● EXERCISE DIRECTIONS:
Copy every line of the listing exactly.

● SOURCE MATERIAL:

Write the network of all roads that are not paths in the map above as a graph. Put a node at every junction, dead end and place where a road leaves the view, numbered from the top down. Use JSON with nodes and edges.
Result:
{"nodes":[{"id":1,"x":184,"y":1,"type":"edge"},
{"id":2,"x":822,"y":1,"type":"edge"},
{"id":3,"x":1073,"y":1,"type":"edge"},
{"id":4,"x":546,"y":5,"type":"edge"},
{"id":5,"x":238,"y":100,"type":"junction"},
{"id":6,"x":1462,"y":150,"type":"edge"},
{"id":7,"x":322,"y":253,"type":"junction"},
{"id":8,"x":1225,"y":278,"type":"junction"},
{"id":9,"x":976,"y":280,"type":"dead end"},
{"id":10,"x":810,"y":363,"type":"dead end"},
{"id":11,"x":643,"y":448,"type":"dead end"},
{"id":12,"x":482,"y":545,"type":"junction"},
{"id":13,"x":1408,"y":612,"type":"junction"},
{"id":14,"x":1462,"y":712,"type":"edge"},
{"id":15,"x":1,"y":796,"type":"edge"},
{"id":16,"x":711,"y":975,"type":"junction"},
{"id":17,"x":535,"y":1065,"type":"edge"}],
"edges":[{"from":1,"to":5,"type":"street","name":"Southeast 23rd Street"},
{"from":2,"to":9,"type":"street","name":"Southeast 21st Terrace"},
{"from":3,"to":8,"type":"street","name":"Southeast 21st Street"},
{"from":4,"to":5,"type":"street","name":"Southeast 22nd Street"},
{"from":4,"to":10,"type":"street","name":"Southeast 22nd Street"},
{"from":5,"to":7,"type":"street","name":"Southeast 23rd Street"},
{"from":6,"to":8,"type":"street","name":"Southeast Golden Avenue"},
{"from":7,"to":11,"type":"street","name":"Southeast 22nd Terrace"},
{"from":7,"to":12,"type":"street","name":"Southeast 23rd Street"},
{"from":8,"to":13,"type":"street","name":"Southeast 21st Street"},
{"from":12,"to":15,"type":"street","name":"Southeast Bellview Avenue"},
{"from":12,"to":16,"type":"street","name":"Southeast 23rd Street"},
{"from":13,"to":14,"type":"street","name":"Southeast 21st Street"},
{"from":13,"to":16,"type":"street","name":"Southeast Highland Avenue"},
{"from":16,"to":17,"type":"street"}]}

● ANSWER TO THE EXERCISE:
Write the network of all roads that are not paths in the map above as a graph. Put a node at every junction, dead end and place where a road leaves the view, numbered from the top down. Use JSON with nodes and edges.
Result:
{"nodes":[{"id":1,"x":184,"y":1,"type":"edge"},
{"id":2,"x":822,"y":1,"type":"edge"},
{"id":3,"x":1073,"y":1,"type":"edge"},
{"id":4,"x":546,"y":5,"type":"edge"},
{"id":5,"x":238,"y":100,"type":"junction"},
{"id":6,"x":1462,"y":150,"type":"edge"},
{"id":7,"x":322,"y":253,"type":"junction"},
{"id":8,"x":1225,"y":278,"type":"junction"},
{"id":9,"x":976,"y":280,"type":"dead end"},
{"id":10,"x":810,"y":363,"type":"dead end"},
{"id":11,"x":643,"y":448,"type":"dead end"},
{"id":12,"x":482,"y":545,"type":"junction"},
{"id":13,"x":1408,"y":612,"type":"junction"},
{"id":14,"x":1462,"y":712,"type":"edge"},
{"id":15,"x":1,"y":796,"type":"edge"},
{"id":16,"x":711,"y":975,"type":"junction"},
{"id":17,"x":535,"y":1065,"type":"edge"}],
"edges":[{"from":1,"to":5,"type":"street","name":"Southeast 23rd Street"},
{"from":2,"to":9,"type":"street","name":"Southeast 21st Terrace"},
{"from":3,"to":8,"type":"street","name":"Southeast 21st Street"},
{"from":4,"to":5,"type":"street","name":"Southeast 22nd Street"},
{"from":4,"to":10,"type":"street","name":"Southeast 22nd Street"},
{"from":5,"to":7,"type":"street","name":"Southeast 23rd Street"},
{"from":6,"to":8,"type":"street","name":"Southeast Golden Avenue"},
{"from":7,"to":11,"type":"street","name":"Southeast 22nd Terrace"},
{"from":7,"to":12,"type":"street","name":"Southeast 23rd Street"},
{"from":8,"to":13,"type":"street","name":"Southeast 21st Street"},
{"from":12,"to":15,"type":"street","name":"Southeast Bellview Avenue"},
{"from":12,"to":16,"type":"street","name":"Southeast 23rd Street"},
{"from":13,"to":14,"type":"street","name":"Southeast 21st Street"},
{"from":13,"to":16,"type":"street","name":"Southeast Highland Avenue"},
{"from":16,"to":17,"type":"street"}]}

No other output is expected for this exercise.